## Introduction to using the AWS System Development Kit (SDK) using Python
Last week, we used the 'AWS CLI' to work with files in S3. This week, we are going to do perform very similar functions, but we are going to use Python instead of the CLI.
<P>


### Prep: Install boto3 module

In [1]:
# First, import the 'sys' package. This is just useful functions we need.
import sys
#
# Some troubleshooting code below, if needed. Uncomment to use:
# List all installed modules
#!{sys.executable} -m pip list
# Check Python version
#!python --version

##### If you don't have boto3 installed, you need to install this module. You must 'install' a package before you can 'import' it. Boto3 is the Python AWS module. You only need to do this once.

In [2]:
# This should work for almost all installations of Jupyter Notebook
#
# Call 'pip install boto3'. Uncomment this next line:
#!{sys.executable} -m pip install boto3
# 
# If pip fails, try 'conda install'. If necessary, uncomment the next line.
#!conda install --yes --prefix {sys.prefix} boto3

### Once boto3 is installed, start here:

In [3]:
# If boto3 is installed, then we can import it. If no error from running this cell, then we are ready to go.
import boto3

In [4]:
# Import a couple other useful packages. Hopefully, you have already installed pandas
# pandas has useful data types and methods.
import pandas as pd
# The io module provides Python’s main facilities for dealing with various types of I/O.
import io

In [5]:
# Create a boto3 session.  This creates an object which allows us to interact with AWS.
#
session = boto3.Session()

In [6]:
# First, let's make sure we have authorization to use our AWS account.
# This gets your credentials from the AWS CLI that we configured last week.
# Create a sts client object (Secure Token Service)
sts = session.client('sts')
#
# Ask the client to report my identity (or credentials)
# You should see a line with:
#  'Arn': 'arn:aws:iam::460996044744:user/<your username>'
response = sts.get_caller_identity()
response

{'UserId': 'AIDAWWVMBM7EGCKXQSL4Y',
 'Account': '460996044744',
 'Arn': 'arn:aws:iam::460996044744:user/kcolvin',
 'ResponseMetadata': {'RequestId': 'aed27e2a-27d5-4dfa-85e8-b1d436917e55',
  'HTTPStatusCode': 200,
  'HTTPHeaders': {'x-amzn-requestid': 'aed27e2a-27d5-4dfa-85e8-b1d436917e55',
   'content-type': 'text/xml',
   'content-length': '404',
   'date': 'Wed, 02 Feb 2022 23:05:15 GMT'},
  'RetryAttempts': 0}}

In [7]:
# From the response, find your username
# Get the Arn key, then split the string at the '/' character
# Load the 2nd element [1] from that split string.
my_username = response['Arn'].split('/')[1]
print(my_username)

kcolvin


In [8]:
# If the above cell worked, then we can continue.  If it failed, then you have to troubleshoot before continuing.
#
# Create S3 client.
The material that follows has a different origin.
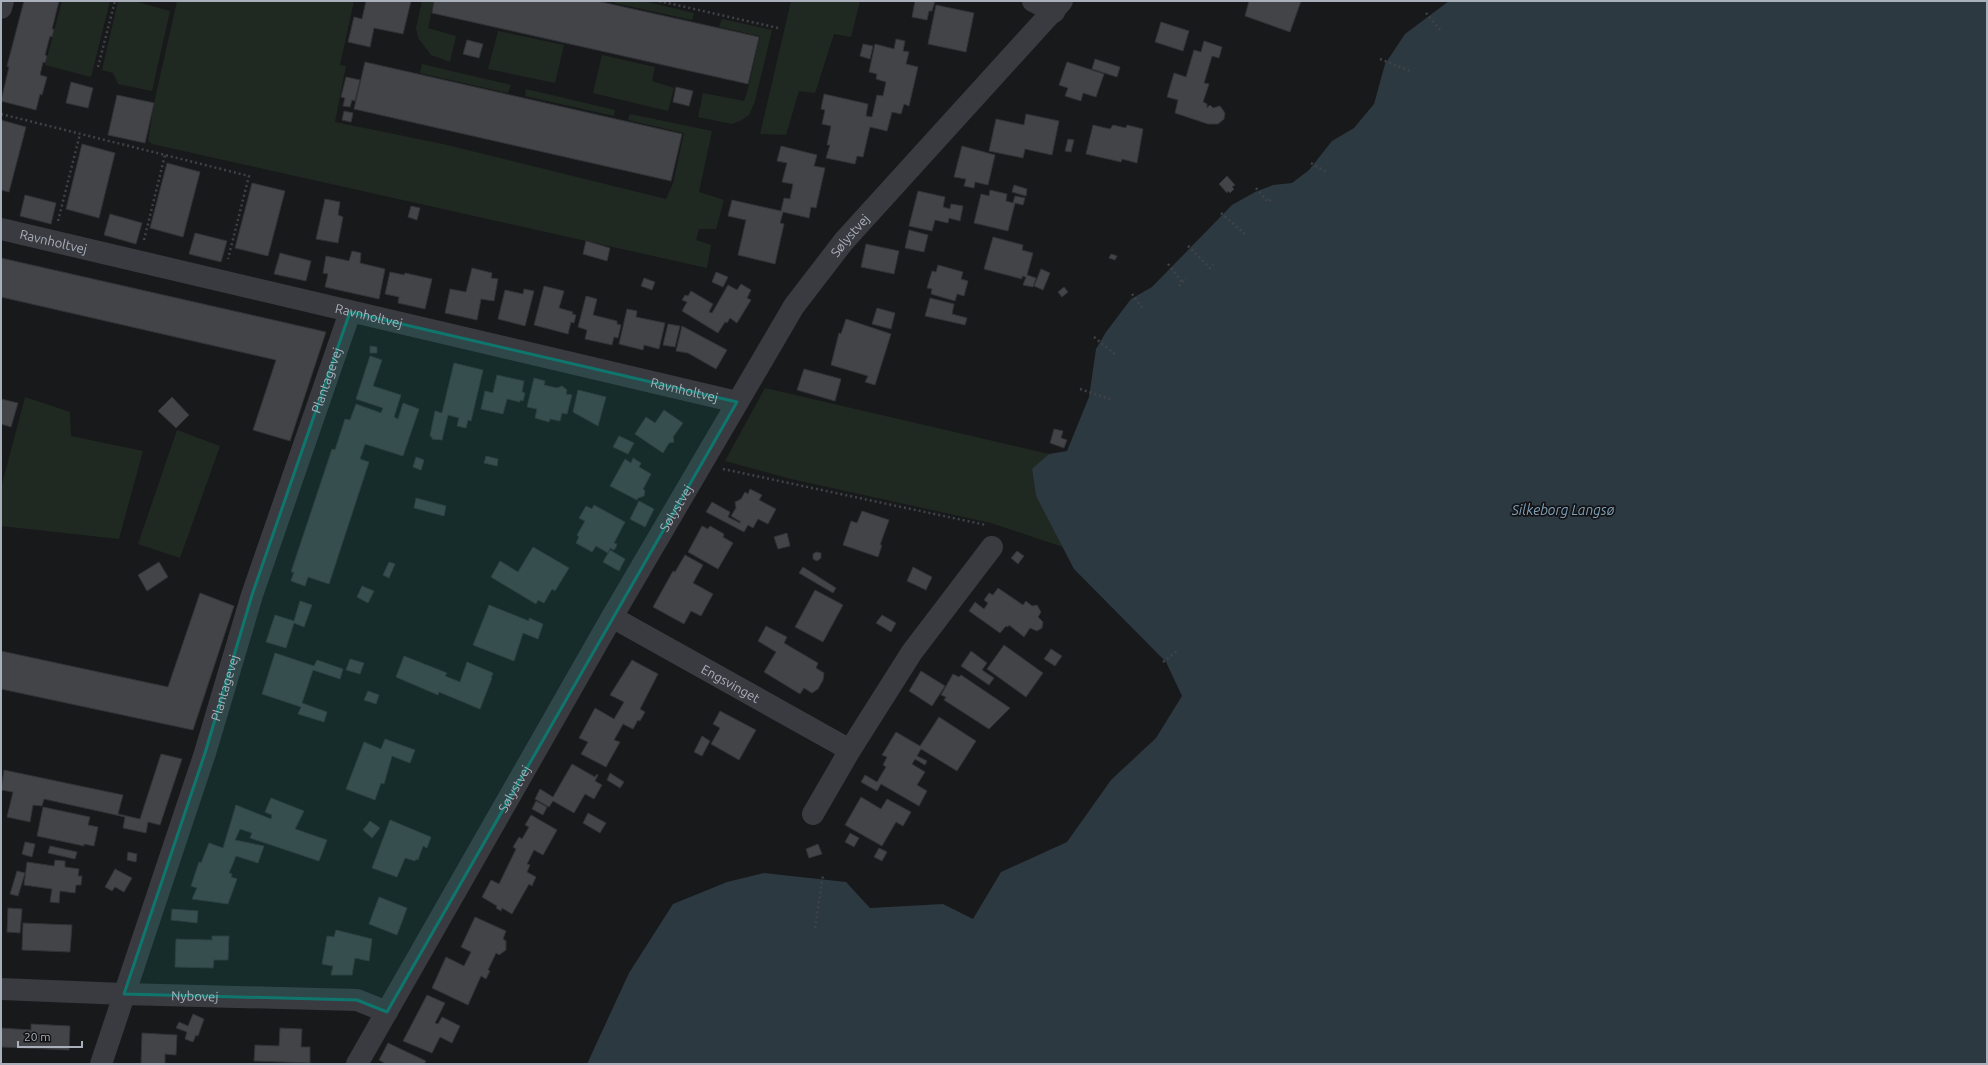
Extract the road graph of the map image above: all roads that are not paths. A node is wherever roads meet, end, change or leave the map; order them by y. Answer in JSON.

This object says we can interact with the S3 service on AWS.
s3c = session.client('s3')

#### Using AWS S3

##### 'list buckets'

In [9]:
# Here is the 'list_buckets' function
#
# Call the function and store the results in the variable 'response'
response = s3c.list_buckets()  # Use the list_buckets() function from S3 boto3 library
#
# The response is a JSON object. Python calls this a 'dictionary' or 'dict'. To work with AWS in Python, you need 
# to be very familiar with dictionaries
print('response type is: ', type(response),'\n')
#
# Filter all info except the 'Buckets' key
bucket_names = response['Buckets']
#
# Loop though all the buckets and pull out just the 'Name' 
print('Name of the buckets:\n')
for name in bucket_names:
    print(name['Name'])

response type is:  <class 'dict'> 

Name of the buckets:

athena-ime312-data
athena-ime312-results
cf-templates-1557tsq4h6qye-us-west-2
ftp-dlink-cam1
gse580
gse580-read-only
kcolvintemp
msba-rekognition
temp-235612


In [9]:
# Let's not filter the response above. Let's look at the whole json object returned from AWS.
response

{'ResponseMetadata': {'RequestId': '5NHMH6GZJEN5VWD1',
  'HostId': 'aDAhUpacp3AJqxZ4NE+CtkkcesLBZgNHSACIjA09GW5VYYXef7EQ4Sbe+2i1ggkQm6q4MhWyK/Y=',
  'HTTPStatusCode': 200,
  'HTTPHeaders': {'x-amz-id-2': 'aDAhUpacp3AJqxZ4NE+CtkkcesLBZgNHSACIjA09GW5VYYXef7EQ4Sbe+2i1ggkQm6q4MhWyK/Y=',
   'x-amz-request-id': '5NHMH6GZJEN5VWD1',
   'date': 'Fri, 21 Jan 2022 21:37:00 GMT',
   'content-type': 'application/xml',
   'transfer-encoding': 'chunked',
   'server': 'AmazonS3'},
  'RetryAttempts': 0},
 'Buckets': [{'Name': 'athena-ime312-data',
   'CreationDate': datetime.datetime(2021, 2, 18, 17, 46, 59, tzinfo=tzutc())},
  {'Name': 'athena-ime312-results',
   'CreationDate': datetime.datetime(2021, 2, 18, 17, 47, 20, tzinfo=tzutc())},
  {'Name': 'cf-templates-1557tsq4h6qye-us-west-2',
   'CreationDate': datetime.datetime(2020, 2, 18, 18, 43, 41, tzinfo=tzutc())},
  {'Name': 'ftp-dlink-cam1',
   'CreationDate': datetime.datetime(2020, 8, 12, 4, 21, 54, tzinfo=tzutc())},
  {'Name': 'gse580',
   'Cre

#### Quick refresher on Python dictionaries

In [11]:
# A dictionary is a collection of 'keys' and 'values'. For each key, there is a related value.
# define a dict
my_car ={'brand': 'Toyota',
         'model': 'Sienna',
         'year': 1999}
# Show the variable type
print('The type of the variable my_car is: ',type(my_car))
#
# If you know a 'key', get the value using square brackets
print('The model of my_car is: ',my_car['model'])
# Show all they keys
print('All the keys: ',my_car.keys())
# Show all the values
print('All the values: ',my_car.values())
#
# Just show the dictionary:
my_car

The type of the variable my_car is:  <class 'dict'>
The model of my_car is:  Sienna
All the keys:  dict_keys(['brand', 'model', 'year'])
All the values:  dict_values(['Toyota', 'Sienna', 1999])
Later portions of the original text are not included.